Jakarta (ANTARA) - Transisi energi berkelanjutan menjadi salah satu dari tiga isu utama yang diangkat Indonesia dalam menjalankan perannya sebagai Presiden G20 tahun ini.
Untuk mendukung komitmen menuju transisi energi berkelanjutan, Indonesia menggunakan kendaraan listrik (electric vehicles/EV) selama rangkaian Konferensi Tingkat Tinggi (KTT) G20 di Nusa Dua, Bali, pada 15-16 November 2022.
Total kendaraan listrik yang akan digunakan dalam perhelatan akbar tersebut mencapai 1.452 unit untuk seluruh delegasi, dengan rincian sebanyak 962 mobil listrik, 454 motor listrik, dan sisanya sebanyak 36 bus listrik.

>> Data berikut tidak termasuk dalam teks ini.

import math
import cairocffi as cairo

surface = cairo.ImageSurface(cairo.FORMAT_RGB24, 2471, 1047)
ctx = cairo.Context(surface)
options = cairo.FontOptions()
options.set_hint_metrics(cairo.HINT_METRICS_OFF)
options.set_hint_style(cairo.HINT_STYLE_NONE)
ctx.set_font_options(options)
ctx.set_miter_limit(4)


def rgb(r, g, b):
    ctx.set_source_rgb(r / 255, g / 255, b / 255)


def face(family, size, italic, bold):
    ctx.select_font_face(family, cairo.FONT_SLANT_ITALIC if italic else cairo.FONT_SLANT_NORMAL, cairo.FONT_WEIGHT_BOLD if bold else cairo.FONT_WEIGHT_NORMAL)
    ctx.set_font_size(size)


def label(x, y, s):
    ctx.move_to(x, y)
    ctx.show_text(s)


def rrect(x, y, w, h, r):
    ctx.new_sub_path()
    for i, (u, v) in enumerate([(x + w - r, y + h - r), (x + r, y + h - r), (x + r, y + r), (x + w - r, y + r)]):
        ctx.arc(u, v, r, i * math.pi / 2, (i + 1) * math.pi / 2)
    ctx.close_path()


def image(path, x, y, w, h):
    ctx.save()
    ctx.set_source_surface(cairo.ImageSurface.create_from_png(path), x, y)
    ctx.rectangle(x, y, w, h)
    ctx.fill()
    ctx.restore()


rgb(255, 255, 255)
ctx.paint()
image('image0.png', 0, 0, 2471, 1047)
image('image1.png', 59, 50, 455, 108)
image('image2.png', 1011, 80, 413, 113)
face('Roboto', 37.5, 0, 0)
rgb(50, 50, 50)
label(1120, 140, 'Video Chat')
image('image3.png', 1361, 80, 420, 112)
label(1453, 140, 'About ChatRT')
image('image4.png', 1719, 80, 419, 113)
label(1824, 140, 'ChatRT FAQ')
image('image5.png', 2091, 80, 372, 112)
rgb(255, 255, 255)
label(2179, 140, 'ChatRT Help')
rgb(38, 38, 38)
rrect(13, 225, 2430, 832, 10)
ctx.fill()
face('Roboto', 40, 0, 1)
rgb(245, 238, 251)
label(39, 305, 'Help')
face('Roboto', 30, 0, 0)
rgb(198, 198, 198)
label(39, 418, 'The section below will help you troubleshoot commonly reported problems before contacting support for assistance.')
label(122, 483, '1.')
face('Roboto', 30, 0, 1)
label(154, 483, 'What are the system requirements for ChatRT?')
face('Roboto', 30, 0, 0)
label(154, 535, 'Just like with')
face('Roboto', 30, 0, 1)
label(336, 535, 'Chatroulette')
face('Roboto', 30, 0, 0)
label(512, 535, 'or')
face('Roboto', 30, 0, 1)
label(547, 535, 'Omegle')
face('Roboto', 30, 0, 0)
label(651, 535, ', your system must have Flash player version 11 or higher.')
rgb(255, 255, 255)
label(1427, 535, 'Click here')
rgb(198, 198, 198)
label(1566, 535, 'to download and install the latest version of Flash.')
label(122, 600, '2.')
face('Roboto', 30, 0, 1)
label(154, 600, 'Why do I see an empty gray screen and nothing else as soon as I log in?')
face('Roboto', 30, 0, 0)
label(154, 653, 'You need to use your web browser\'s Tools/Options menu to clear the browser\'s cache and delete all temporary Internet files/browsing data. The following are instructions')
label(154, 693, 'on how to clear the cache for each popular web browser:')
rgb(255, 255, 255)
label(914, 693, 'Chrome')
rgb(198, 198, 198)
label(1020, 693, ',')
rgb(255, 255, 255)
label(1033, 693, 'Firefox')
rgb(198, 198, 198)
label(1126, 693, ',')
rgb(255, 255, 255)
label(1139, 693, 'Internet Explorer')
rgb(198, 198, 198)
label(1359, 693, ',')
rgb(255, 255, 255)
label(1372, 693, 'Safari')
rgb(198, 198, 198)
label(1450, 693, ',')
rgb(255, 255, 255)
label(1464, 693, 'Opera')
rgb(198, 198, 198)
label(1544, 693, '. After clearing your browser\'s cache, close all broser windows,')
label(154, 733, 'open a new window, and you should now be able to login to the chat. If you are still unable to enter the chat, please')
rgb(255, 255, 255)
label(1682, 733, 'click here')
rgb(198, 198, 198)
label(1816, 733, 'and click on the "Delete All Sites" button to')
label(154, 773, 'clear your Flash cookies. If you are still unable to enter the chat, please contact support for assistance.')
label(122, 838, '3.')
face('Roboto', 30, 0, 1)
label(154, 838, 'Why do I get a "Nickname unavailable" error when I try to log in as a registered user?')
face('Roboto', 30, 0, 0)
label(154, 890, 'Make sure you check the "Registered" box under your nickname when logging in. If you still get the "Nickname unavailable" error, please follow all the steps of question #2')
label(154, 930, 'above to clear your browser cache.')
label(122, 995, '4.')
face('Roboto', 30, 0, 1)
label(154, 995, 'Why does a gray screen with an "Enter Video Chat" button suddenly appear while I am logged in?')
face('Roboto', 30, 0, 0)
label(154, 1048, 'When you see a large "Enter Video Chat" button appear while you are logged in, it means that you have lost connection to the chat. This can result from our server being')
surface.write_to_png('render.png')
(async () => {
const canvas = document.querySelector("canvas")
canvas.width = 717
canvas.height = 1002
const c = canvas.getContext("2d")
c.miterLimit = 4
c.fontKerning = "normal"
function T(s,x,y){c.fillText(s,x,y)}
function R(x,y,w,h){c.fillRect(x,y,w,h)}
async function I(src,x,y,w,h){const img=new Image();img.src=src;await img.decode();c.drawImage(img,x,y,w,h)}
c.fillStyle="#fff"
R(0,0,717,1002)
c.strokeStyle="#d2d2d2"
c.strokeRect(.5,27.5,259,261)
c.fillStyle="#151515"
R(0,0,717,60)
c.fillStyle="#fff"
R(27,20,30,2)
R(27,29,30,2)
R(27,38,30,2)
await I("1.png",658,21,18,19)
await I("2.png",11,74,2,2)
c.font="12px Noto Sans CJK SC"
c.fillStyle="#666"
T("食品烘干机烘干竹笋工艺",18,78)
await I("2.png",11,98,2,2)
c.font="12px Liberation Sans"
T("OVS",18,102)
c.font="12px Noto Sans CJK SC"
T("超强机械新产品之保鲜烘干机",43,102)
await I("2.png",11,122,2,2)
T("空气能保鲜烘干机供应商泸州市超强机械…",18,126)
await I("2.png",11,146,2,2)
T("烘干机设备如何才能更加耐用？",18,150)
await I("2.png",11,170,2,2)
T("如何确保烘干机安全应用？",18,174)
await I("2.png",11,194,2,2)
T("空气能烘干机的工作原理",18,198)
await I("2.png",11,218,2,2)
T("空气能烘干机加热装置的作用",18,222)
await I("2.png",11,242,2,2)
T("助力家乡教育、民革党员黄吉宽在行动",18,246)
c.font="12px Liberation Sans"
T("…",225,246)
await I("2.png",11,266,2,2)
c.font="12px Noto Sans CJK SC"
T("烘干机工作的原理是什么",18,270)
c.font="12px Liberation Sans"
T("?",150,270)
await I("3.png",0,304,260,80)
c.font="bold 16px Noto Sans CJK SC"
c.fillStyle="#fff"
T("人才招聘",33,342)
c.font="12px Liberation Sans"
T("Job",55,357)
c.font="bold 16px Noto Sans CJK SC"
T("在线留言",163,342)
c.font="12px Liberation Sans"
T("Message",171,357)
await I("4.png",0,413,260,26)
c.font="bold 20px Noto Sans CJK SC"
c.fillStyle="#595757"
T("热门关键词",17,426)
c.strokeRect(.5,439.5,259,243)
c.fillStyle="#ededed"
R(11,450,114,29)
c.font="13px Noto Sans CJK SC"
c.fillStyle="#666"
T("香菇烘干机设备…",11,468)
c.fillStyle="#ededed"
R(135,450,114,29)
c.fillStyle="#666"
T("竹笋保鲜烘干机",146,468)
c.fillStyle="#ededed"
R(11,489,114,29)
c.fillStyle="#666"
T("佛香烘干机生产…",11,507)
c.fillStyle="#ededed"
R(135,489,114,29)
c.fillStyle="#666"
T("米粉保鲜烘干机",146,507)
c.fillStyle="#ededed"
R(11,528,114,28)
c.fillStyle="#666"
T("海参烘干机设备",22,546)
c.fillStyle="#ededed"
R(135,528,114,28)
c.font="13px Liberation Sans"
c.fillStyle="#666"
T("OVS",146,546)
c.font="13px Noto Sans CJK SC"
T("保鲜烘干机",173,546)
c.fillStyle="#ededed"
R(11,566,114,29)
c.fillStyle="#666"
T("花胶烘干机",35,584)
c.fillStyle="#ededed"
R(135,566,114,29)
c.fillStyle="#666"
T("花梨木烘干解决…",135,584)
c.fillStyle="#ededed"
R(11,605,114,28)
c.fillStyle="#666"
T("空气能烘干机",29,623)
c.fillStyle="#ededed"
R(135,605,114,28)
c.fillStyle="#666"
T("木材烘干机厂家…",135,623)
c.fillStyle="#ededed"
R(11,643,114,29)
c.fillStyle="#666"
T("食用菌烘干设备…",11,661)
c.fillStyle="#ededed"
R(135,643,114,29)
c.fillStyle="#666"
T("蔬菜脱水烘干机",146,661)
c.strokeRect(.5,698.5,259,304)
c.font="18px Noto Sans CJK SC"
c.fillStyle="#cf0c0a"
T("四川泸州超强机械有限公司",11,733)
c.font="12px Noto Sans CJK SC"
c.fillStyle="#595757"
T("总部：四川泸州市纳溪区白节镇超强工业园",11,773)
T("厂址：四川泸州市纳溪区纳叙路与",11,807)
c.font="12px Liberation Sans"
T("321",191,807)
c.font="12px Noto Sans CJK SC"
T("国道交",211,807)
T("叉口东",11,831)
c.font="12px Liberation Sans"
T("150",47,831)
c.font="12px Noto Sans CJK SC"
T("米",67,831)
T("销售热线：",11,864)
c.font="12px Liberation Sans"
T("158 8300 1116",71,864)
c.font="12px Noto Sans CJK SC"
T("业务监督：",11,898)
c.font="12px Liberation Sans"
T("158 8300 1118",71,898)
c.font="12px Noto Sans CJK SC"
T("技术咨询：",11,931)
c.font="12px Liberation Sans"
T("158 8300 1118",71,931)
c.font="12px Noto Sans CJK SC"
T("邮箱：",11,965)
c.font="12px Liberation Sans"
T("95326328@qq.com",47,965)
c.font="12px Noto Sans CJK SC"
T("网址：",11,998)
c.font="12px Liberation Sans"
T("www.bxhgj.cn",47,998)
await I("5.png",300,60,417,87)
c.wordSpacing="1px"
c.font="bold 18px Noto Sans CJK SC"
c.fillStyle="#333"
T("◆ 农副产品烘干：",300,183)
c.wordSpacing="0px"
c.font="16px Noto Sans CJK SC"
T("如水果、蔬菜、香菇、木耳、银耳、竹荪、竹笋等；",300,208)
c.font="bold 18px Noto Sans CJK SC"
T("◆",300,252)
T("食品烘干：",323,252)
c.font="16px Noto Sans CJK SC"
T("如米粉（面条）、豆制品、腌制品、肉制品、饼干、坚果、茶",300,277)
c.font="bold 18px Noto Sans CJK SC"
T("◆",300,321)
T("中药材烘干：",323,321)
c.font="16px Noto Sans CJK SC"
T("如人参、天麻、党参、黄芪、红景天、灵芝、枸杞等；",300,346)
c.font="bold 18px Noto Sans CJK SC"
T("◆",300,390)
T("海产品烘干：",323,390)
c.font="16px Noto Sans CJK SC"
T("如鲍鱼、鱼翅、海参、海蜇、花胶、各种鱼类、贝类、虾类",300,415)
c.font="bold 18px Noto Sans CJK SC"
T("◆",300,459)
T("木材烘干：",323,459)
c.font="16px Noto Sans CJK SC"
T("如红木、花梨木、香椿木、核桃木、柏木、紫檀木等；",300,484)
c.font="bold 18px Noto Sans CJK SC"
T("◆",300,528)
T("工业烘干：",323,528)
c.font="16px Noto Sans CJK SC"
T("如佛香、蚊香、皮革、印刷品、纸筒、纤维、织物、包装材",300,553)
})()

Menurut Menteri Sekretaris Negara Pratikno, selain sejalan dengan misi transisi energi, penggunaan kendaraan listrik dalam puncak acara Presidensi G20 Indonesia juga bertujuan untuk mengurangi emisi karbon.
Bukti keseriusan pemerintah dalam pengurangan emisi salah satunya adalah arahan Presiden Joko Widodo yang menetapkan penggunaan kendaraan listrik menjadi kendaraan dinas instansi pemerintah pusat dan daerah, melalui Inpres Nomor 7 Tahun 2022.
Melalui inpres itu, Presiden memerintahkan setiap menteri hingga kepala daerah agar menyusun dan menetapkan regulasi untuk mendukung percepatan pelaksanaan penggunaan kendaraan listrik.
Kepala Negara juga menginstruksikan penyusunan alokasi anggaran untuk mendukung program tersebut.
Berbicara dalam Bloomberg CEO Forum menjelang KTT G20 di Bali pada 11 November lalu, Menteri Koordinator bidang Kemaritiman dan Investasi Luhut Binsar Pandjaitan mengatakan bahwa pengadaan kendaraan pemerintah tahun depan harus terdiri atas kendaraan listrik sehingga dapat mendorong minat masyarakat untuk membeli dan menggunakannya.
Untuk semakin mempromosikan kendaraan listrik kepada masyarakat Indonesia, pemerintah berencana memberikan subsidi pembelian mobil dan sepeda motor listrik pada 2023.
Hingga saat ini skema pemberian subsidi masih terus dibahas, termasuk pertimbangan pemerintah untuk menyiapkan subsidi sebesar Rp7,5 juta untuk setiap pembelian mobil listrik, agar harganya bisa bersaing dengan mobil berbahan bakar minyak.
“Tidak ada yang akan membeli mobil listrik kalau harganya lebih mahal daripada mobil berbahan bakar,” ujar Luhut.
Selain subsidi, pemerintah juga sedang membahas rencana pemotongan pajak bagi pengguna kendaraan listrik dan insentif impor bagi industri kendaraan listrik yang membangun pabriknya di Indonesia.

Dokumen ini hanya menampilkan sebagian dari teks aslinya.